Disposable Income per Capita

An indicator of the ability or inability of households, by income deciles, to purchase goods and services other than food

In Israel there is a 25-fold discrepancy in the per capita disposable income between the lowest decile and the highest decile – a discrepancy that concentrates the purchasing power and impacts of consumption within a small sector of the population. Given that a high disposable income enables consumption and imposes pressures on the environment, corrective government policy should include measures designed to  modify the consumption patterns of the upper and lower deciles alike.

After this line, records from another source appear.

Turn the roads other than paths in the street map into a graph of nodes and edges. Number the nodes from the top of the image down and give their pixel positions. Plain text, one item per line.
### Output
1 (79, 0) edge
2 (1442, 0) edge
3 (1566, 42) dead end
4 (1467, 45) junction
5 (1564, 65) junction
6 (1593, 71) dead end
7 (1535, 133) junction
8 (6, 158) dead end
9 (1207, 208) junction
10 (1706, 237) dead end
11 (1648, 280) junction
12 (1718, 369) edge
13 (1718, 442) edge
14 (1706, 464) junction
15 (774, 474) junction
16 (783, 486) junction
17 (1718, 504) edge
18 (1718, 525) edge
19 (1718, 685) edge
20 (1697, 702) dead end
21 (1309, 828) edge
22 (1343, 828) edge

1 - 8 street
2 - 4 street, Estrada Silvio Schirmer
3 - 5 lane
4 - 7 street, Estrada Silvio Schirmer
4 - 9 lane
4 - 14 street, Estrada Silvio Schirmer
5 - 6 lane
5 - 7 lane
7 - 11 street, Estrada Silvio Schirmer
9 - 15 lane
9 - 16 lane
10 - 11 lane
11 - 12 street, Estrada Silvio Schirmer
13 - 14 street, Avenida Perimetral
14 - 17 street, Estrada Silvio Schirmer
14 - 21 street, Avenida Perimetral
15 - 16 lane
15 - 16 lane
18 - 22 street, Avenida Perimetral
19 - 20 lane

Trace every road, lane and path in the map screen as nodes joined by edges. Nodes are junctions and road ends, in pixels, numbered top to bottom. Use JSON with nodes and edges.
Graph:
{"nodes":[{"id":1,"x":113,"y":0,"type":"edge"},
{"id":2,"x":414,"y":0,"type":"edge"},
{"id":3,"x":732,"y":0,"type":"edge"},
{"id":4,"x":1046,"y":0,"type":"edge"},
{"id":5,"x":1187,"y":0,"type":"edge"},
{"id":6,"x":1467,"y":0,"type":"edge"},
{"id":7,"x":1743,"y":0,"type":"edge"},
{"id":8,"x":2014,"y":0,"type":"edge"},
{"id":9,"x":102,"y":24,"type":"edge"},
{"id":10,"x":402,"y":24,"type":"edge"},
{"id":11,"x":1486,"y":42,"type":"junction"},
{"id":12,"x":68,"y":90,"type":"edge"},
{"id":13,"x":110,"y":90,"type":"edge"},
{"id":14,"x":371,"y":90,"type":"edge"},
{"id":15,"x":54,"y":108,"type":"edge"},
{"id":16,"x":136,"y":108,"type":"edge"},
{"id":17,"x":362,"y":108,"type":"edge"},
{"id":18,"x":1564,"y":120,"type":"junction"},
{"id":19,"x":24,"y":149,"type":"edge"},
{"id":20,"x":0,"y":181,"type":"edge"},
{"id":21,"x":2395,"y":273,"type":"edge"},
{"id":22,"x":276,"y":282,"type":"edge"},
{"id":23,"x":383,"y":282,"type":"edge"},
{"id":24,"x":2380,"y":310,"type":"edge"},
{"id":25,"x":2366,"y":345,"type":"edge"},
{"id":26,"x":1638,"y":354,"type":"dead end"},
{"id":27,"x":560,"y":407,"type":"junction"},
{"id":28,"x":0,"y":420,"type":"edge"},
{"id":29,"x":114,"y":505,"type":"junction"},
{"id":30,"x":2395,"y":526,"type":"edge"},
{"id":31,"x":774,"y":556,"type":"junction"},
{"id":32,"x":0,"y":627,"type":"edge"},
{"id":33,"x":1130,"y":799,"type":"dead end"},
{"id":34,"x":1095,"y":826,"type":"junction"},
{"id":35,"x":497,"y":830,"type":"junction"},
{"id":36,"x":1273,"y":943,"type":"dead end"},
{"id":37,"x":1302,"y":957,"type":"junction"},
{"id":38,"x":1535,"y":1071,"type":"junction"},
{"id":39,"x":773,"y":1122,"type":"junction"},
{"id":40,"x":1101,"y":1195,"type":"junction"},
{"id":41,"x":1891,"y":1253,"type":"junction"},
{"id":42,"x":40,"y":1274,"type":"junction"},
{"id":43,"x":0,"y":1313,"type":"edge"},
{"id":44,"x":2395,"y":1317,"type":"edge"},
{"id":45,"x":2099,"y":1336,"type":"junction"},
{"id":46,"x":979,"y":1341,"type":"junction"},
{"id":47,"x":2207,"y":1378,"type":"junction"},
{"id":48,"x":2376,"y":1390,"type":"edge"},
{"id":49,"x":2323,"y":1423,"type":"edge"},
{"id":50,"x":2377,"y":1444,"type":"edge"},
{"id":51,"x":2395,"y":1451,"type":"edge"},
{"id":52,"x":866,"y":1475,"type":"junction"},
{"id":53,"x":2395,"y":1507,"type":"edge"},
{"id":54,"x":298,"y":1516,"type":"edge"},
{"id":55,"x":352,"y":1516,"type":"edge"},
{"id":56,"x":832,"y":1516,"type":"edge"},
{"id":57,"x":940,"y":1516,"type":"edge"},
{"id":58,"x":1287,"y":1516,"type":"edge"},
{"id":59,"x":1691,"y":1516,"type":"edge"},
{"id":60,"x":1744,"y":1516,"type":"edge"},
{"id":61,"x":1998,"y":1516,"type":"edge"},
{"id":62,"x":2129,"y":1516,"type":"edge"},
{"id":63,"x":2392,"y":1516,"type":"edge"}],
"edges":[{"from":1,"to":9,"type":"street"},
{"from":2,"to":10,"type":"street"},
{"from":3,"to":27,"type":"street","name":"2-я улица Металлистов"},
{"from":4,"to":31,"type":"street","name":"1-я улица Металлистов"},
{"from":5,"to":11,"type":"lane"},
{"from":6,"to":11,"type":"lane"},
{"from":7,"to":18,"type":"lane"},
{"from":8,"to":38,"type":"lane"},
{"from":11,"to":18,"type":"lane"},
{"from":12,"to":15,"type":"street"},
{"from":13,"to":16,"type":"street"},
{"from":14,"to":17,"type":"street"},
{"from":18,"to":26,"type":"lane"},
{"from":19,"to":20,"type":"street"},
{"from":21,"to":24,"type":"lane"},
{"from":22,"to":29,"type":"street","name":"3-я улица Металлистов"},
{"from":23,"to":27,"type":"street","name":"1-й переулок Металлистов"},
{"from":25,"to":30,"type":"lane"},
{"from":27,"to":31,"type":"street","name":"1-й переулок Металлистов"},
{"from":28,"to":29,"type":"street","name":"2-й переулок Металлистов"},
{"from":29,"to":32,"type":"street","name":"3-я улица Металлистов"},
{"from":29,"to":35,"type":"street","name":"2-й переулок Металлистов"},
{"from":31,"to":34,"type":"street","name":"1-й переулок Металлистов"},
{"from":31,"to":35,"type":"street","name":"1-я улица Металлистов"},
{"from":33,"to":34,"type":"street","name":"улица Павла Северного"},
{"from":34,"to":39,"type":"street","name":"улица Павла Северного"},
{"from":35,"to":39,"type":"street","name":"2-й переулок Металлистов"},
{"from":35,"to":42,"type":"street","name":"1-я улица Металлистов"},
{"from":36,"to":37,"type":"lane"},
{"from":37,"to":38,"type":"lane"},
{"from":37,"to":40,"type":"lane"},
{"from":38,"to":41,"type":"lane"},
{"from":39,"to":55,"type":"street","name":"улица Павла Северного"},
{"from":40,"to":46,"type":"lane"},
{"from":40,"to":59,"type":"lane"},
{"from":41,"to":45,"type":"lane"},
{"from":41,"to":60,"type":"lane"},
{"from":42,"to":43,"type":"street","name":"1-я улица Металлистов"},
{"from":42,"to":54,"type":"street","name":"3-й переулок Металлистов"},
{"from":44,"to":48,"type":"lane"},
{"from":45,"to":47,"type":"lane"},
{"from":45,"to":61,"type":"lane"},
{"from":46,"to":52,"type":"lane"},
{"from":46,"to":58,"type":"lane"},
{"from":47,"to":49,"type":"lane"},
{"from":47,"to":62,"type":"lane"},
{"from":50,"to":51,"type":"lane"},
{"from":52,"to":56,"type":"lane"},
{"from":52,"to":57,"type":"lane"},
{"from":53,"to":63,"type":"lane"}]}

Per capita disposable income is the portion of income that remains after deducting the expenditure on food and dividing by the number of individuals in the household. In 2008 the average monthly per capita disposable income in the lowest decile was less than 400 NIS (roughly 50% of total income) compared to 10,000 NIS per capita for the highest decile (roughly 90% of total income). The  gap between per capita disposable incomes of the highest and lowest deciles is widening over time. The deficit among those in the lower deciles creates a snowball effect, preventing pursuit of an education or a reasonable lifestyle, entrenching and increasing the gaps and transmitting them to the next generation. The gaps are expected to increase through 2030, with a slight improvement of the lowest decile’s disposable income after food expenditure reaching 550 NIS, while this figure is expected to reach 18,000 NIS for the highest decile.